Each application shall include—
(A) an assurance from the eligible entity that the proposed system— (i) has been coordinated with the applicable State Office of Emergency Medical Services (or equivalent State office); (ii) includes consistent indirect and direct medical oversight of prehospital, hospital, and interfacility transport throughout the region; (iii) coordinates prehospital treatment and triage, hospital destination, and interfacility transport throughout the region; (iv) includes a categorization or designation system for special medical facilities throughout the region that is integrated with transport and destination protocols; (v) includes a regional medical direction, patient tracking, and resource allocation system that supports day-to-day emergency care and surge capacity and is integrated with other components of the national and State emergency preparedness system; and (vi) addresses pediatric concerns related to integration, planning, preparedness, and coordination of emergency medical services for infants, children and adolescents; and
(B) such other information as the Secretary may require.
The Secretary may not make a grant under this section unless the State (or consortia of States) involved agrees, with respect to the costs to be incurred by the State (or consortia) in carrying out the purpose for which such grant was made, to make available non-Federal contributions (in cash or in kind under paragraph (2)) toward such costs in an amount equal to not less than $1 for each $3 of Federal funds provided in the grant. Such contributions may be made directly or through donations from public or private entities.
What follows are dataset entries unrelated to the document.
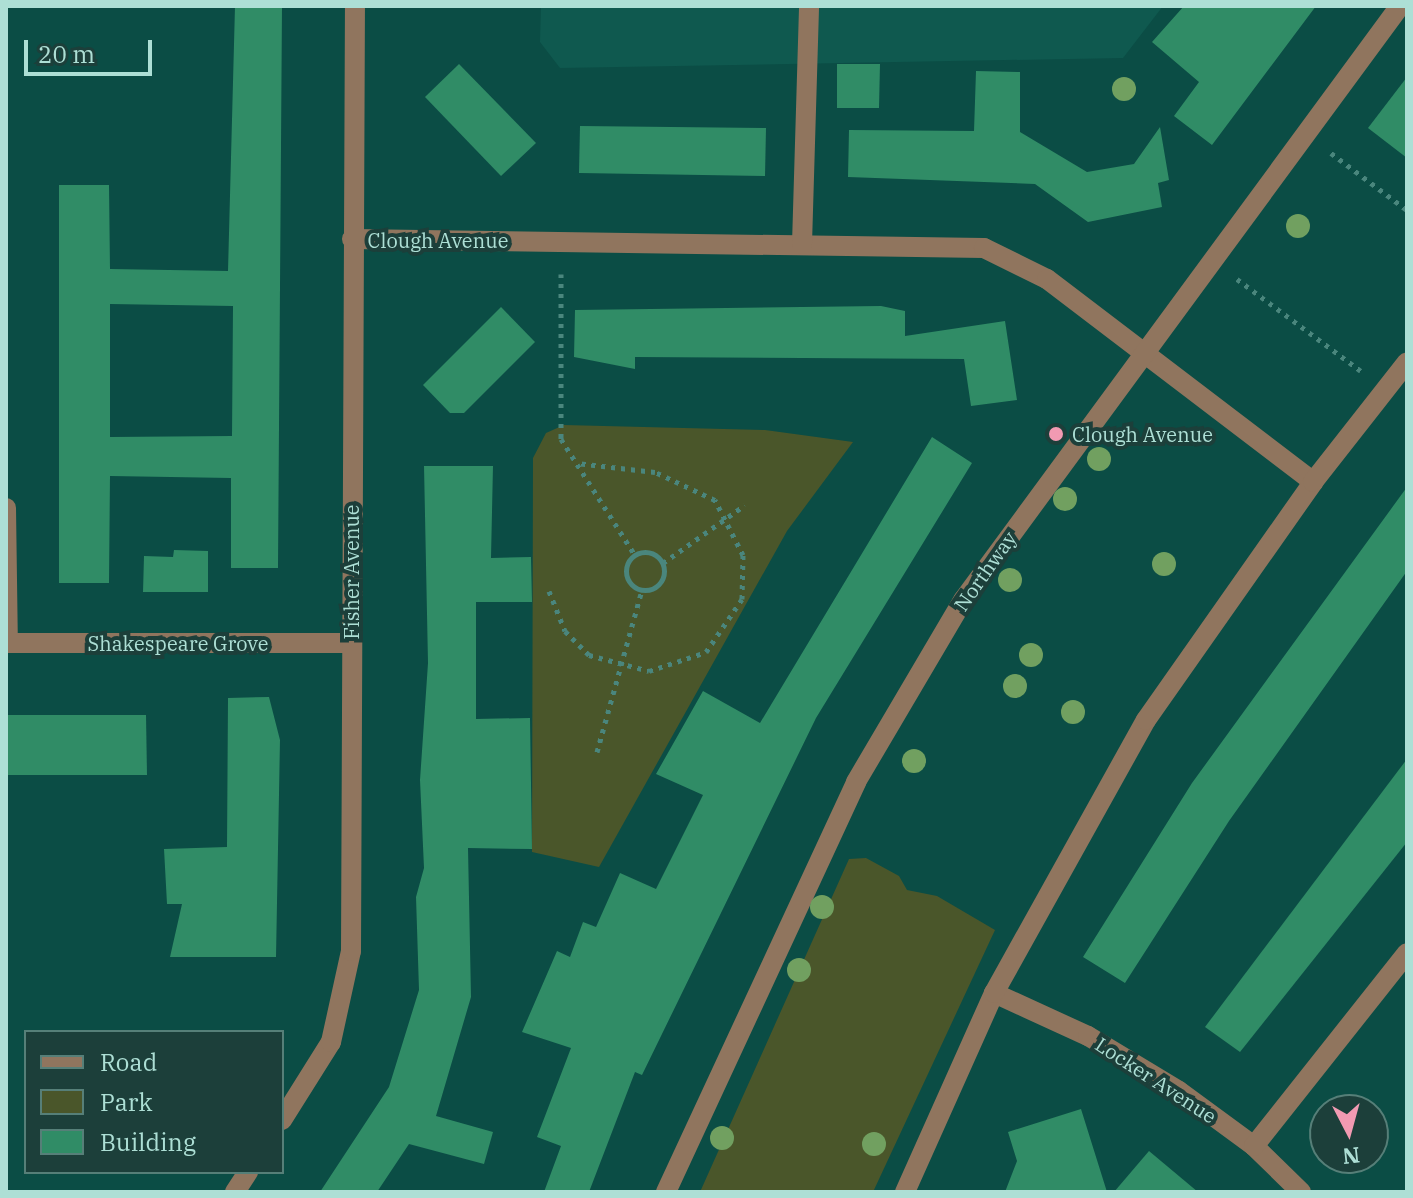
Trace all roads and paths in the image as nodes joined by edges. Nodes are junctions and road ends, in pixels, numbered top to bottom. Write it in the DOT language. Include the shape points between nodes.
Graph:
graph roads {
  1 [pos="355,6"];
  2 [pos="809,6"];
  3 [pos="1400,6"];
  4 [pos="1320,146"];
  5 [pos="1407,210"];
  6 [pos="352,239"];
  7 [pos="561,241"];
  8 [pos="802,244"];
  9 [pos="1226,271"];
  10 [pos="1142,350"];
  11 [pos="1407,362"];
  12 [pos="1371,379"];
  13 [pos="577,463"];
  14 [pos="1313,482"];
  15 [pos="745,505"];
  16 [pos="6,508"];
  17 [pos="729,516"];
  18 [pos="635,555"];
  19 [pos="663,563"];
  20 [pos="642,590"];
  21 [pos="549,591"];
  22 [pos="7,643"];
  23 [pos="350,643"];
  24 [pos="620,668"];
  25 [pos="597,752"];
  26 [pos="1407,953"];
  27 [pos="994,993"];
  28 [pos="284,1117"];
  29 [pos="1254,1146"];
  30 [pos="247,1174"];
  31 [pos="235,1192"];
  32 [pos="666,1192"];
  33 [pos="905,1192"];
  34 [pos="1301,1192"];
  1 -- 6 [label="street, Fisher Avenue"];
  2 -- 8 [label="street"];
  3 -- 10 [label="street, Northway"];
  4 -- 5 [label="path"];
  6 -- 7 [label="street, Clough Avenue"];
  6 -- 23 [label="street, Fisher Avenue"];
  7 -- 8 [label="street, Clough Avenue"];
  7 -- 13 [label="path" via="561,439"];
  8 -- 10 [label="street, Clough Avenue" via="984,248 1047,279"];
  9 -- 12 [label="path"];
  10 -- 14 [label="street, Clough Avenue"];
  10 -- 32 [label="street, Northway" via="964,599 856,782"];
  11 -- 14 [label="street"];
  13 -- 17 [label="path" via="623,464 685,481"];
  13 -- 18 [label="path"];
  14 -- 27 [label="street" via="1146,720"];
  15 -- 17 [label="path"];
  16 -- 22 [label="street"];
  17 -- 19 [label="path"];
  17 -- 24 [label="path" via="745,578 721,636 669,669"];
  18 -- 19 [label="path" via="650,552"];
  18 -- 20 [label="path" via="626,575"];
  19 -- 20 [label="path" via="662,580"];
  20 -- 24 [label="path"];
  21 -- 24 [label="path" via="575,642"];
  22 -- 23 [label="street, Shakespeare Grove"];
  23 -- 28 [label="street, Fisher Avenue" via="351,951 344,1002 331,1042"];
  24 -- 25 [label="path"];
  26 -- 29 [label="street"];
  27 -- 29 [label="street, Locker Avenue" via="1088,1036"];
  27 -- 33 [label="street"];
  29 -- 34 [label="street, Locker Avenue"];
  30 -- 31 [label="street"];
}
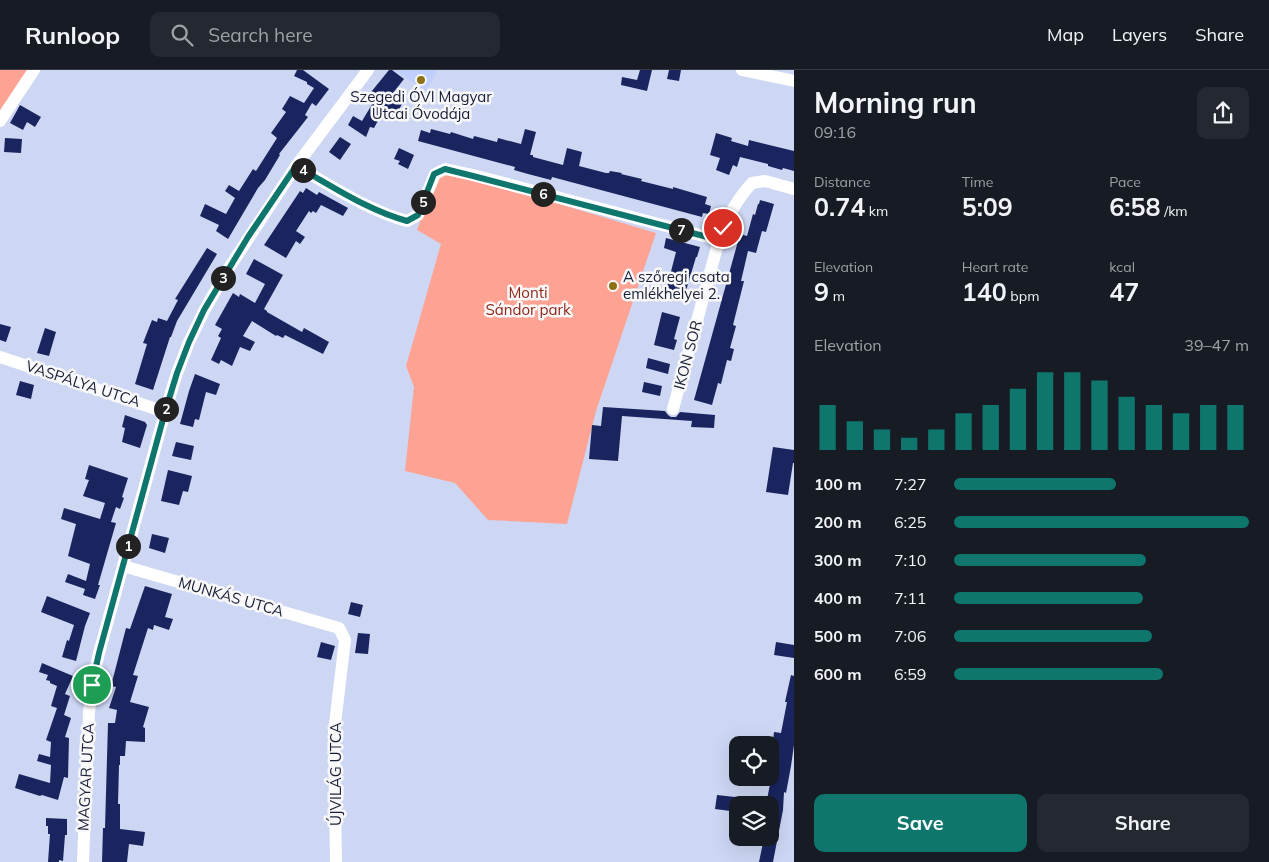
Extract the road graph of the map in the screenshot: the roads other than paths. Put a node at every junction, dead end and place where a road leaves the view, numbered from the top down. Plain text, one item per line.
1 (34, 70) edge
2 (368, 70) edge
3 (742, 70) edge
4 (794, 81) edge
5 (0, 121) edge
6 (296, 166) junction
7 (794, 190) edge
8 (719, 240) junction
9 (0, 357) edge
10 (674, 409) dead end
11 (165, 412) junction
12 (123, 566) junction
13 (340, 628) joint
14 (83, 862) edge
15 (336, 862) edge

1 - 5 street
2 - 6 street, MAGYAR UTCA
3 - 4 street
6 - 8 street
6 - 11 street, MAGYAR UTCA
7 - 8 street, IKON SOR
8 - 10 street, IKON SOR
9 - 11 street, VASPÁLYA UTCA
11 - 12 street, MAGYAR UTCA
12 - 13 street, MUNKÁS UTCA
12 - 14 street, MAGYAR UTCA
13 - 15 street, ÚJVILÁG UTCA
(1) In general The Secretary may not make a grant under this section unless the State (or consortia of States) involved agrees, with respect to the costs to be incurred by the State (or consortia) in carrying out the purpose for which such grant was made, to make available non-Federal contributions (in cash or in kind under paragraph (2)) toward such costs in an amount equal to not less than $1 for each $3 of Federal funds provided in the grant. Such contributions may be made directly or through donations from public or private entities.
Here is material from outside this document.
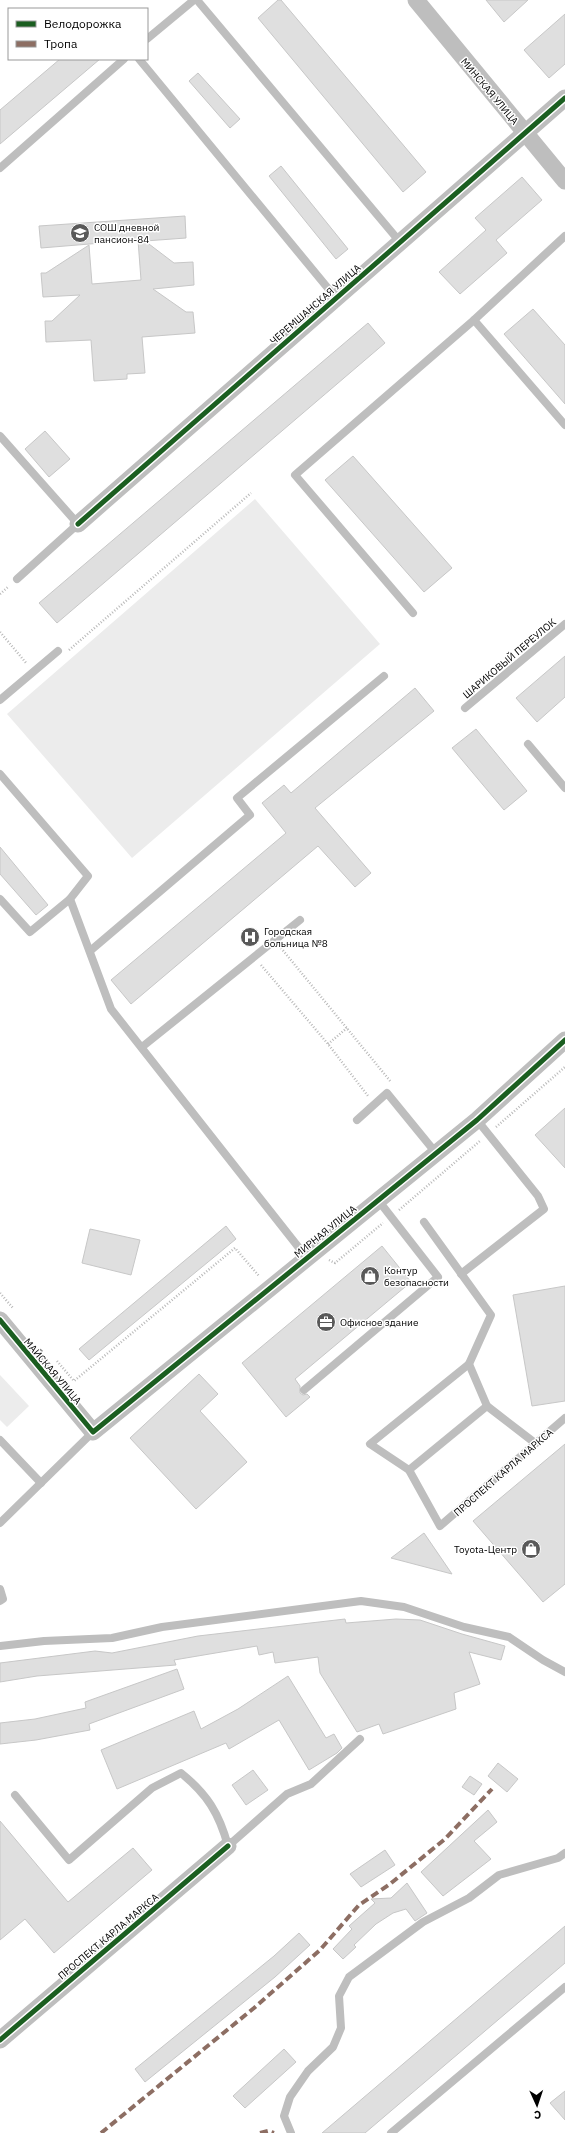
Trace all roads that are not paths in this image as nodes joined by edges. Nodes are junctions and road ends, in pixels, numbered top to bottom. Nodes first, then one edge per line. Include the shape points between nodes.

(2) Non-Federal contributions Non-Federal contributions required in paragraph (1) may be in cash or in kind, fairly evaluated, including equipment or services (and excluding indirect or overhead costs). Amounts provided by the Federal Government, or services assisted or subsidized to any significant extent by the Federal Government, may not be included in determining the amount of such non-Federal contributions.
The Secretary shall give priority for the award of the contracts or grants described in subsection (a) to any eligible entity that serves a population in a medically underserved area (as defined in section 254b(b)(3) of this title).
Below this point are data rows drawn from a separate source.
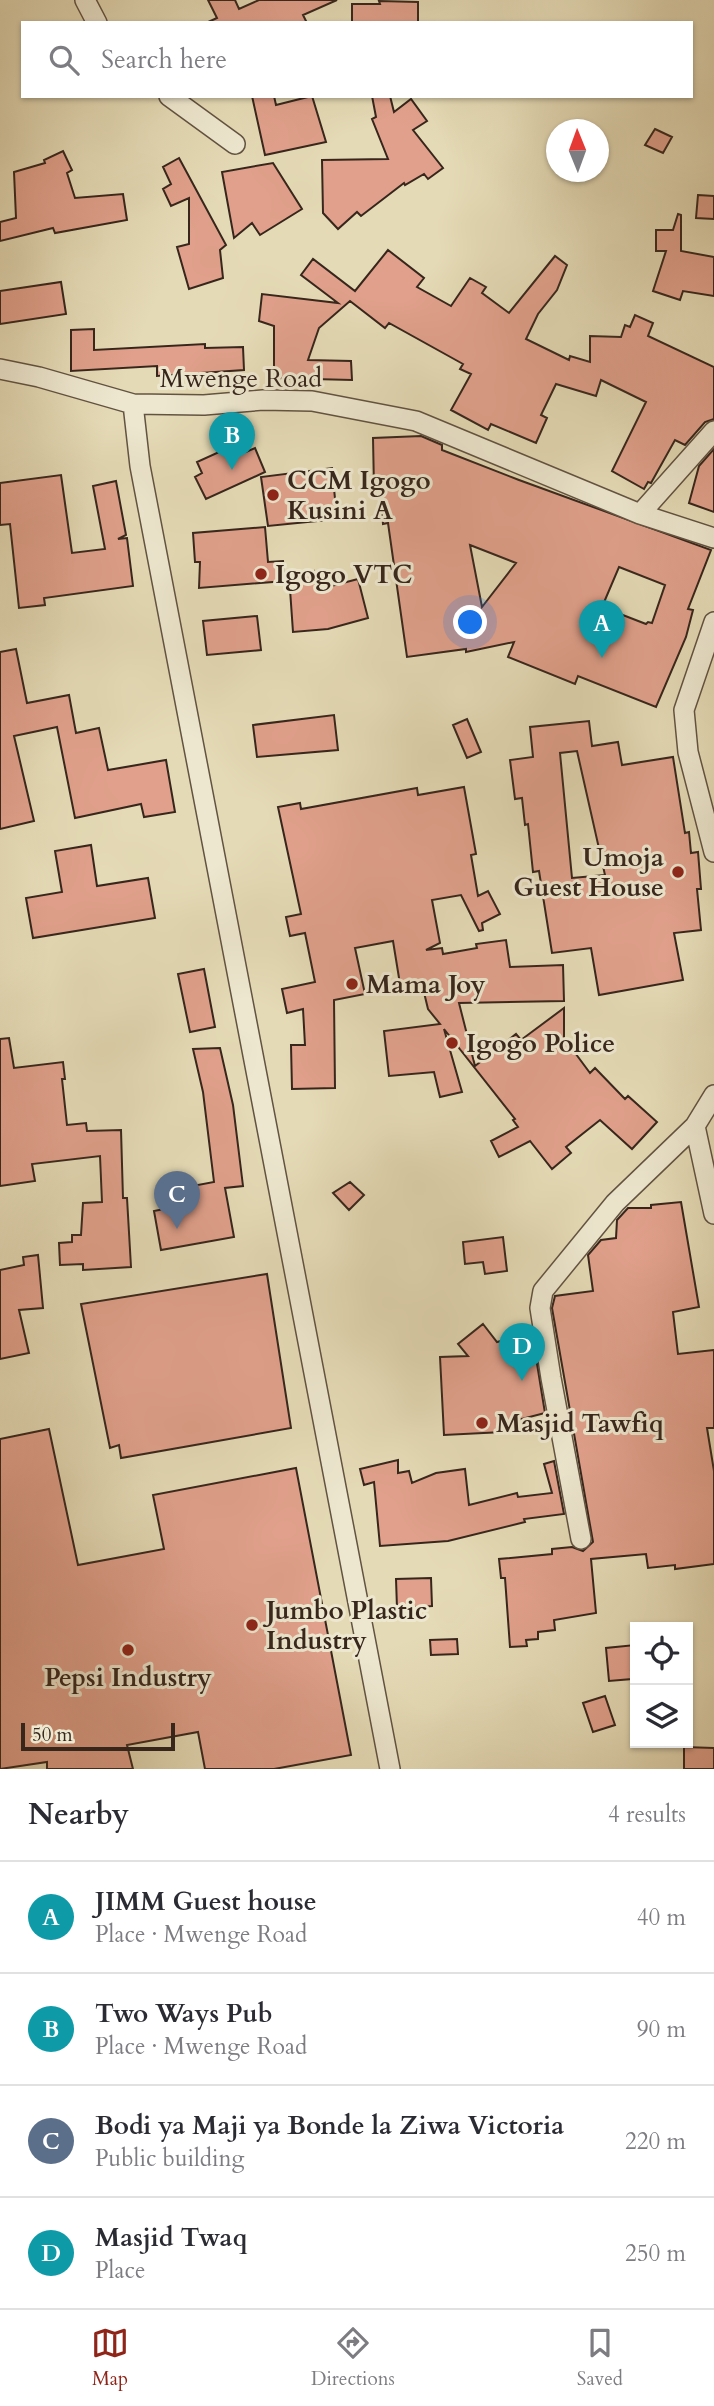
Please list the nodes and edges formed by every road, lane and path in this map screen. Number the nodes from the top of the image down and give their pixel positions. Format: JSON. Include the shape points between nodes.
{"nodes":[{"id":1,"x":85,"y":0,"type":"edge"},
{"id":2,"x":96,"y":21,"type":"edge"},
{"id":3,"x":172,"y":98,"type":"edge"},
{"id":4,"x":235,"y":144,"type":"dead end"},
{"id":5,"x":0,"y":369,"type":"edge"},
{"id":6,"x":133,"y":404,"type":"junction"},
{"id":7,"x":714,"y":430,"type":"edge"},
{"id":8,"x":640,"y":514,"type":"junction"},
{"id":9,"x":714,"y":538,"type":"edge"},
{"id":10,"x":714,"y":622,"type":"edge"},
{"id":11,"x":714,"y":852,"type":"edge"},
{"id":12,"x":714,"y":1095,"type":"edge"},
{"id":13,"x":695,"y":1126,"type":"junction"},
{"id":14,"x":714,"y":1214,"type":"edge"},
{"id":15,"x":581,"y":1539,"type":"dead end"},
{"id":16,"x":390,"y":1769,"type":"edge"}],
"edges":[{"from":1,"to":2,"type":"street"},
{"from":3,"to":4,"type":"street"},
{"from":5,"to":6,"type":"street","name":"Mwenge Road"},
{"from":6,"to":8,"type":"street","name":"Mwenge Road","via":[[312,401],[416,421]]},
{"from":6,"to":16,"type":"street","via":[[142,479]]},
{"from":7,"to":8,"type":"street"},
{"from":8,"to":9,"type":"street","name":"Mwenge Road"},
{"from":10,"to":11,"type":"street","via":[[684,710],[688,752]]},
{"from":12,"to":13,"type":"street"},
{"from":13,"to":14,"type":"street"},
{"from":13,"to":15,"type":"street","via":[[615,1203],[543,1291],[540,1308]]}]}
Not later than 90 days after the completion of a pilot project under subsection (a), the recipient of such contract or grant described in [1] shall submit to the Secretary a report containing the results of an evaluation of the program, including an identification of—
(1) the impact of the regional, accountable emergency care and trauma system on patient health outcomes for various critical care categories, such as trauma, stroke, cardiac emergencies, neurological emergencies, and pediatric emergencies;
(2) the system characteristics that contribute to the effectiveness and efficiency of the program (or lack thereof);
(3) methods of assuring the long-term financial sustainability of the emergency care and trauma system;
(4) the State and local legislation necessary to implement and to maintain the system;
(5) the barriers to developing regionalized, accountable emergency care and trauma systems, as well as the methods to overcome such barriers; and
(6) recommendations on the utilization of available funding for future regionalization efforts.
The Secretary shall, as appropriate, disseminate to the public and to the appropriate Committees of the Congress, the information contained in a report made under subsection (g).
(July 1, 1944, ch. 373, title XII, § 1204, as added Pub. L. 111–148, title III, § 3504(a)(2), Mar. 23, 2010, 124 Stat. 518.)